Identification of Wheat Chromosomes Sorted by Flow Cytometry

Abstract Construction of chromosome-specific BAC library plays an important role for simplifying sequencing, physical mapping, and gene cloning of plant with complex genome such as common wheat ( Triticum aestivum L.), and identification of sorted chromosomes is a vital step of library construction. Based on previous studies, the identification of chromosomes (arms) 6VS, 3B, and 7BL sorted from ditelosomic and normal wheat were performed through fluorescence in situ hybridization (FISH), primed in situ DNA labeling (C-PRINS), and PCR amplification methods, respectively. The results indicated that all these methods could efficiently identify the flow sorted chromosomes. Chromosome staining before flow sorting and chromosome damage from physical shear force during suspension of chromosome preparation and flow sorting did not impact obviously the results of identification. Amongst the 3 methods, PCR is the fastest one with good repetition, and better for rapid determination of the constitution of chromosomal peaks on the univariate flow karyotype histogram, but there are no visible signals hybridized on the sorted chromosomes and the purity of sorted chromosomes cannot be determined in this method.

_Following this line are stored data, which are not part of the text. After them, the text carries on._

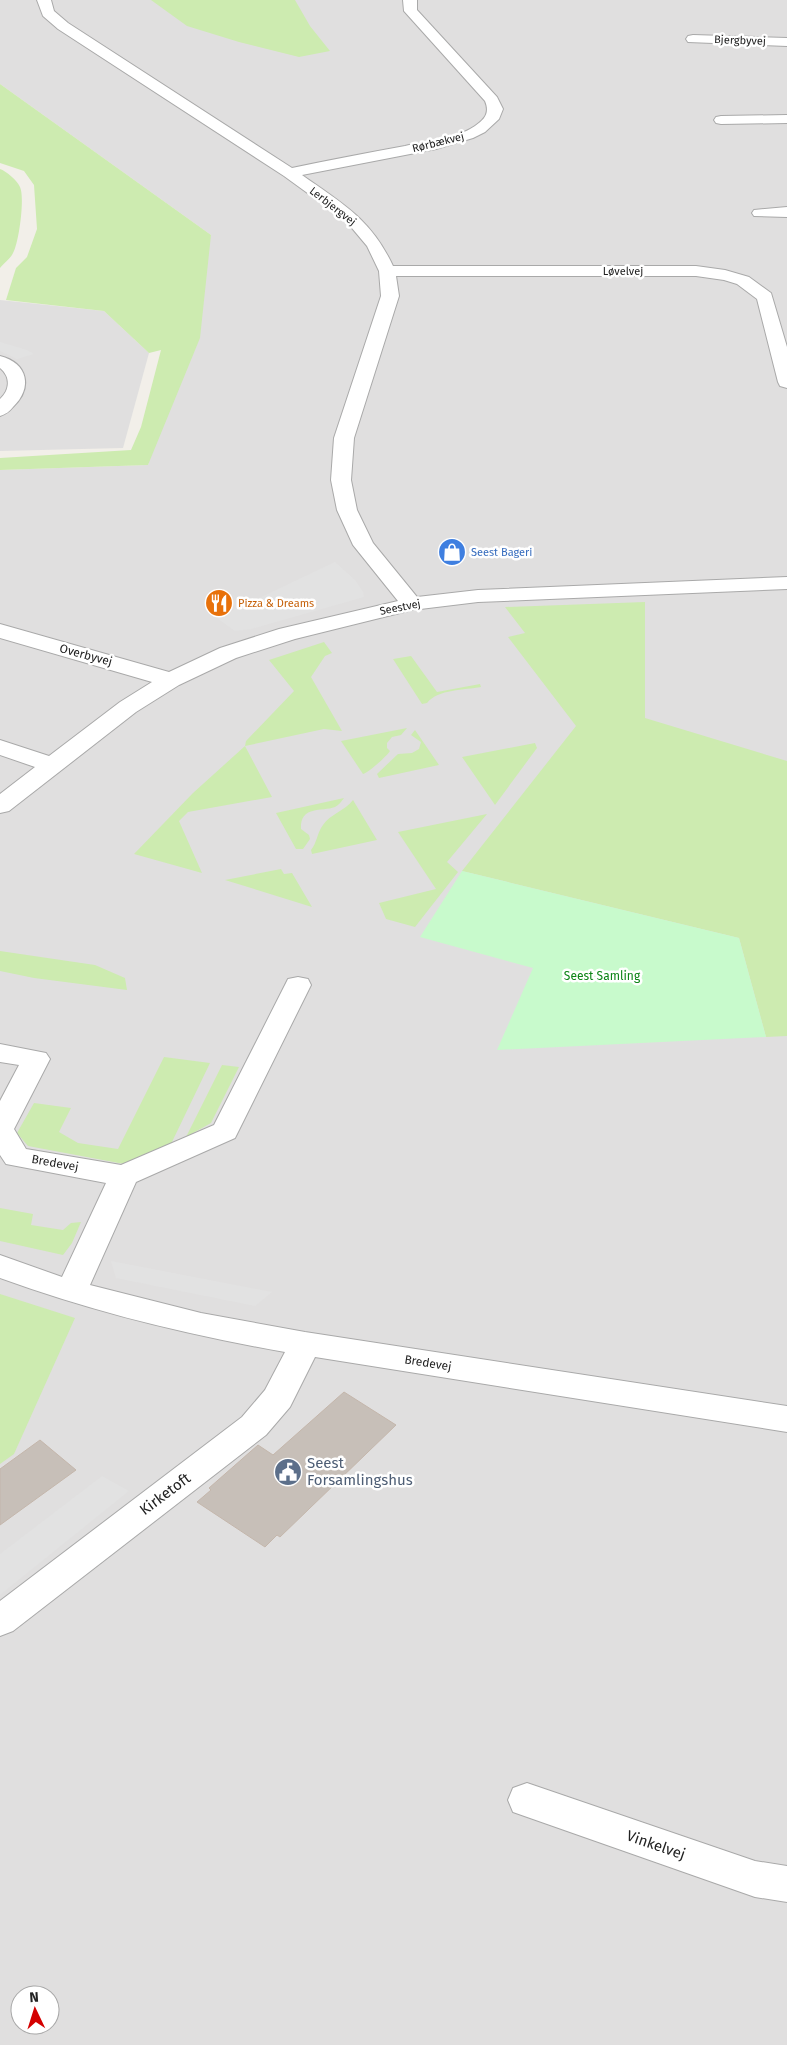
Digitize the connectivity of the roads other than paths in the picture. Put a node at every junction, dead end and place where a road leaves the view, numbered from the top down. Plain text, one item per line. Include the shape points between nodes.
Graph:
1 (44, 0) edge
2 (410, 0) edge
3 (693, 39) dead end
4 (787, 42) edge
5 (787, 119) edge
6 (720, 120) dead end
7 (289, 173) junction
8 (787, 212) edge
9 (760, 213) dead end
10 (387, 271) junction
11 (0, 361) edge
12 (787, 382) edge
13 (0, 410) edge
14 (787, 583) edge
15 (412, 604) junction
16 (0, 632) edge
17 (171, 680) junction
18 (0, 747) edge
19 (52, 765) junction
20 (0, 806) edge
21 (298, 985) dead end
22 (0, 1053) edge
23 (1, 1125) edge
24 (124, 1176) junction
25 (0, 1266) edge
26 (72, 1290) junction
27 (305, 1344) junction
28 (787, 1419) edge
29 (0, 1621) edge
30 (527, 1800) dead end
31 (787, 1884) edge

1 - 7 street, Lerbjergvej via 48,13 63,26
2 - 7 street, Rørbækvej via 411,11 492,100 496,109 494,116 480,129 454,140
3 - 4 street, Bjergbyvej
5 - 6 street
7 - 10 street, Lerbjergvej via 352,218 375,245
8 - 9 street
10 - 12 street, Løvelvej via 696,271 741,279 766,297
10 - 15 street, Lerbjergvej via 390,296 344,438 341,480 347,510 363,545
11 - 13 street via 9,365 17,378 14,394
14 - 15 street, Seestvej via 478,596
15 - 17 street, Seestvej via 287,634 228,653
16 - 17 street, Overbyvej
17 - 19 street, Seestvej via 128,707
18 - 19 street
19 - 20 street, Seestvej
21 - 24 street via 225,1132
22 - 23 street, Bredevej via 36,1059
23 - 24 street, Bredevej via 16,1157
24 - 26 street
25 - 26 street, Bredevej
26 - 27 street, Bredevej via 171,1317
27 - 28 street, Bredevej
27 - 29 street, Kirketoft via 278,1398 254,1426
30 - 31 street, Vinkelvej via 754,1879

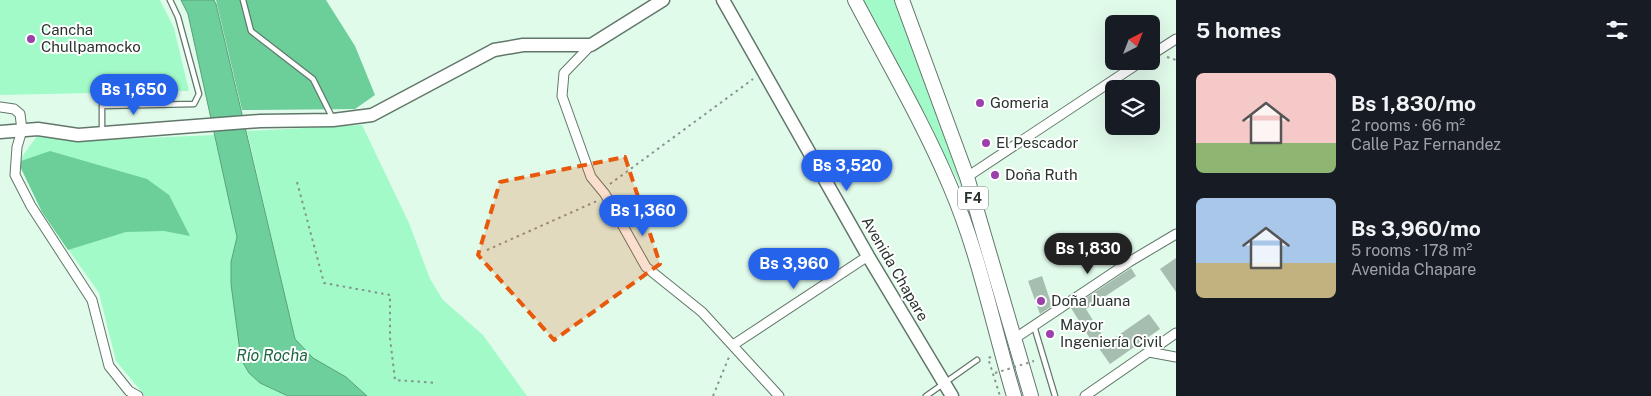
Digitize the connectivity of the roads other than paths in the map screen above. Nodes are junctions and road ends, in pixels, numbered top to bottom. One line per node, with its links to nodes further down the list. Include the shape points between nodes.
1 (170, 0): 15 (lane, via 178,17 199,94 194,104 102,106)
2 (243, 0): 12 (lane, via 251,31 313,79)
3 (663, 0): 8 (main road)
4 (723, 0): 18 (main road, Avenida Chapare)
5 (855, 0): 31 (highway, F4, via 951,187 985,288)
6 (905, 1): 16 (highway, F4)
7 (1176, 39): 9 (street)
8 (591, 45): 12 (main road, via 523,45 494,50 372,115); 22 (street, via 564,74 562,96 591,177 602,190 646,266 702,312)
9 (1160, 49)
10 (1128, 70): 16 (street)
11 (0, 107): 13 (street, via 14,109 20,114)
12 (333, 120): 15 (main road, via 260,121)
13 (22, 130): 14 (main road); 15 (main road); 27 (street, via 15,175 31,206 92,300 109,366 129,391)
14 (0, 132)
15 (102, 133)
16 (967, 177): 21 (highway, F4)
17 (1176, 234): 19 (street)
18 (868, 256): 22 (street); 26 (main road, Avenida Chapare)
19 (1034, 326): 21 (street); 33 (lane)
20 (1176, 333): 23 (street)
21 (1014, 339): 32 (highway, F4)
22 (733, 345): 28 (street)
23 (1149, 352): 24 (street); 34 (street)
24 (1176, 357)
25 (977, 360): 26 (lane)
26 (943, 383): 29 (lane); 30 (main road, Avenida Chapare)
27 (138, 396)
28 (779, 396)
29 (926, 396)
30 (952, 396)
31 (1014, 396)
32 (1031, 396)
33 (1055, 396)
34 (1085, 396)

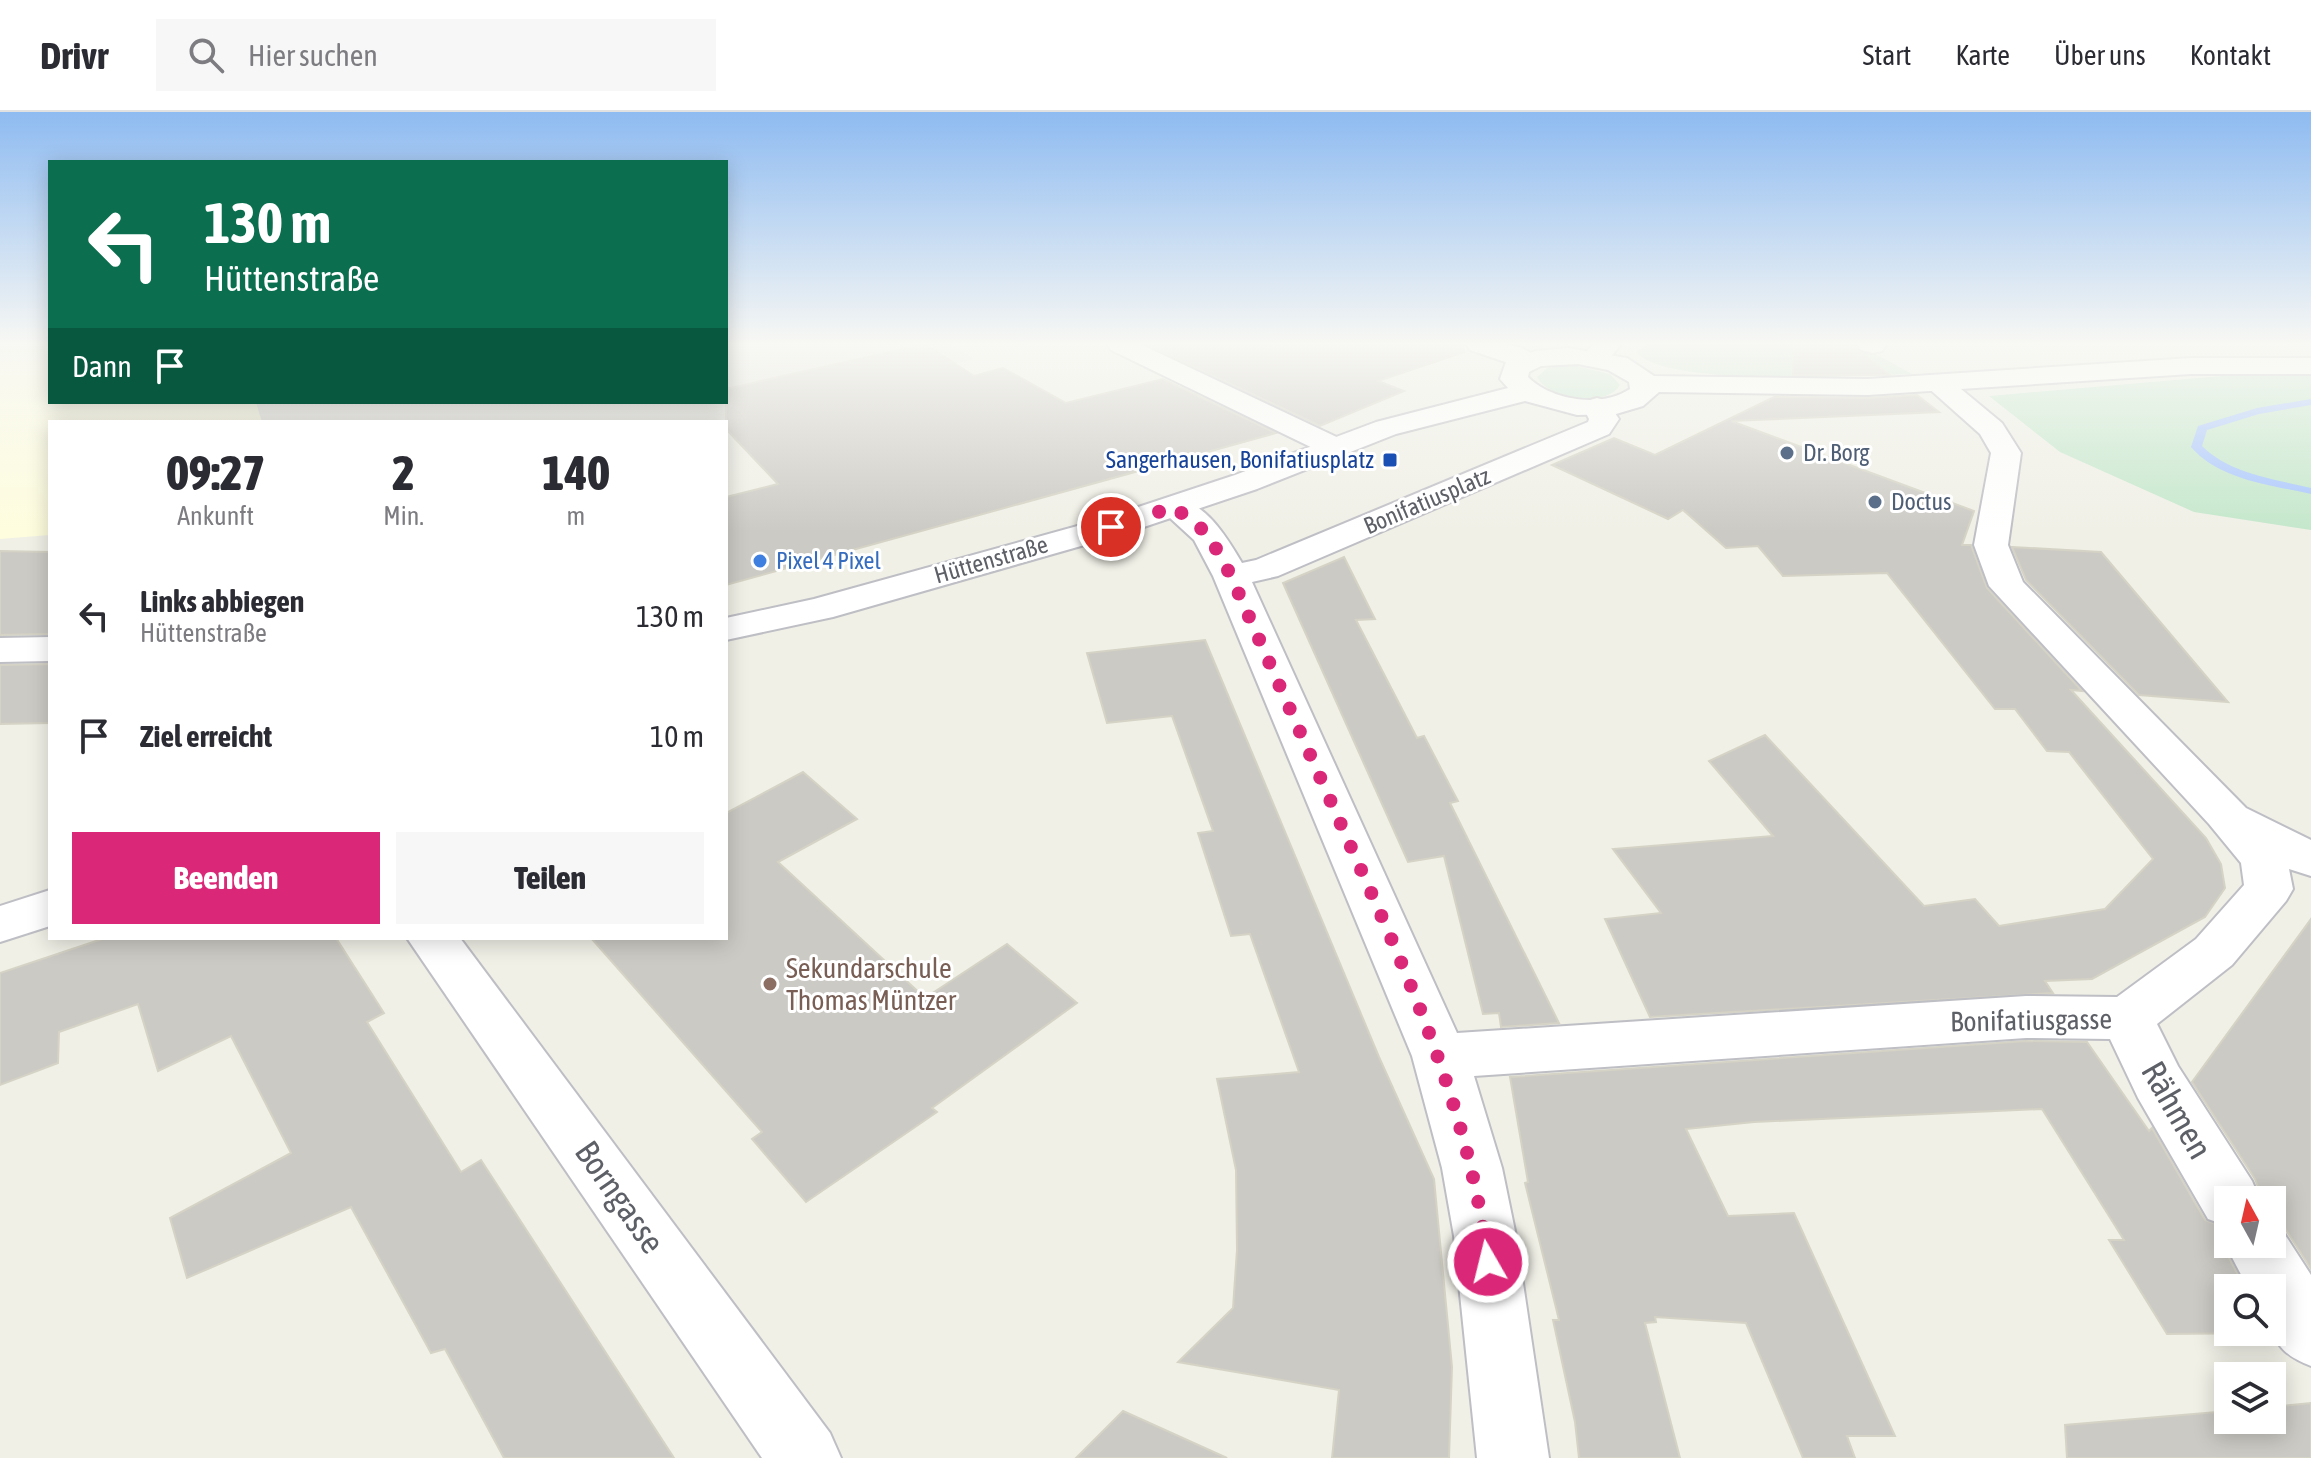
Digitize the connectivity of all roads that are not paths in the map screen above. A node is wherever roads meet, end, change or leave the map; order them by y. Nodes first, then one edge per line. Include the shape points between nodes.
1 (1247, 407) edge
2 (1465, 407) edge
3 (1597, 407) edge
4 (1965, 407) edge
5 (1334, 447) junction
6 (1174, 507) junction
7 (1231, 576) junction
8 (733, 632) edge
9 (48, 649) edge
10 (0, 650) edge
11 (2225, 813) junction
12 (2311, 860) edge
13 (48, 909) edge
14 (0, 924) edge
15 (433, 940) edge
16 (2127, 1018) junction
17 (1440, 1056) junction
18 (2221, 1186) edge
19 (2265, 1258) edge
20 (2311, 1334) edge
21 (805, 1458) edge
22 (1513, 1458) edge

1 - 5 street
2 - 5 street, Hüttenstraße
3 - 7 street, Bonifatiusplatz via 1604,419 1599,428 1266,569
4 - 11 street, Bonifatiusgasse via 1992,429 2006,453 1991,545 2007,586
5 - 6 street, Hüttenstraße
6 - 7 street via 1208,534
6 - 8 street, Hüttenstraße
7 - 17 street
9 - 10 street
11 - 12 street
11 - 16 street, Bonifatiusgasse via 2264,860 2269,889 2214,952
13 - 14 street
15 - 21 street, Borngasse
16 - 17 street, Bonifatiusgasse via 2026,1017
16 - 18 street, Rähmen via 2158,1082
17 - 22 street via 1485,1236
19 - 20 street

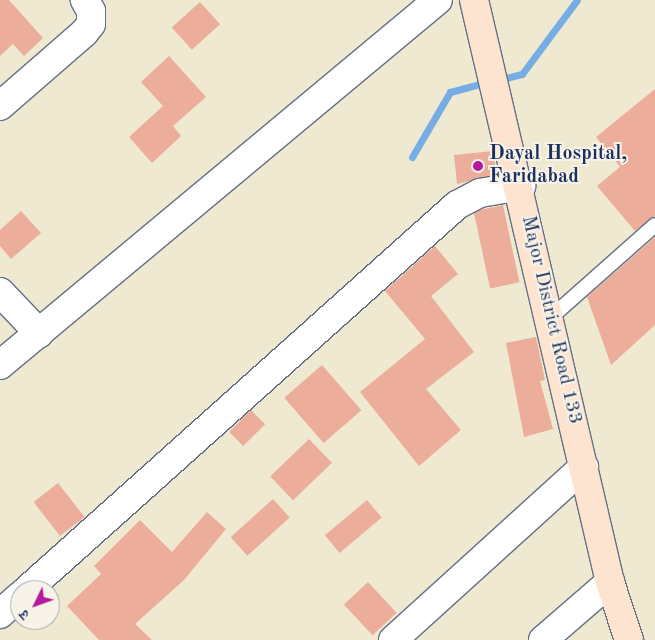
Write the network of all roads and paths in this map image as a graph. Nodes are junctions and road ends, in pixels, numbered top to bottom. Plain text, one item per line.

FISH can provide a visible and repetitive result and is suitable for identifying the purity of the sorted chromosomes, but it is time-consuming, complex, and obligatory for special probes. C-PRINS, combining the advantages of FISH and PCR, has the potential for chromosomes identification, although the hybridization signal was not stable enough and its repetition was not satisfactory at present. If combined with in situ hybridization in suspension, C-PRINS is probably a new way for chromosome flow sorting.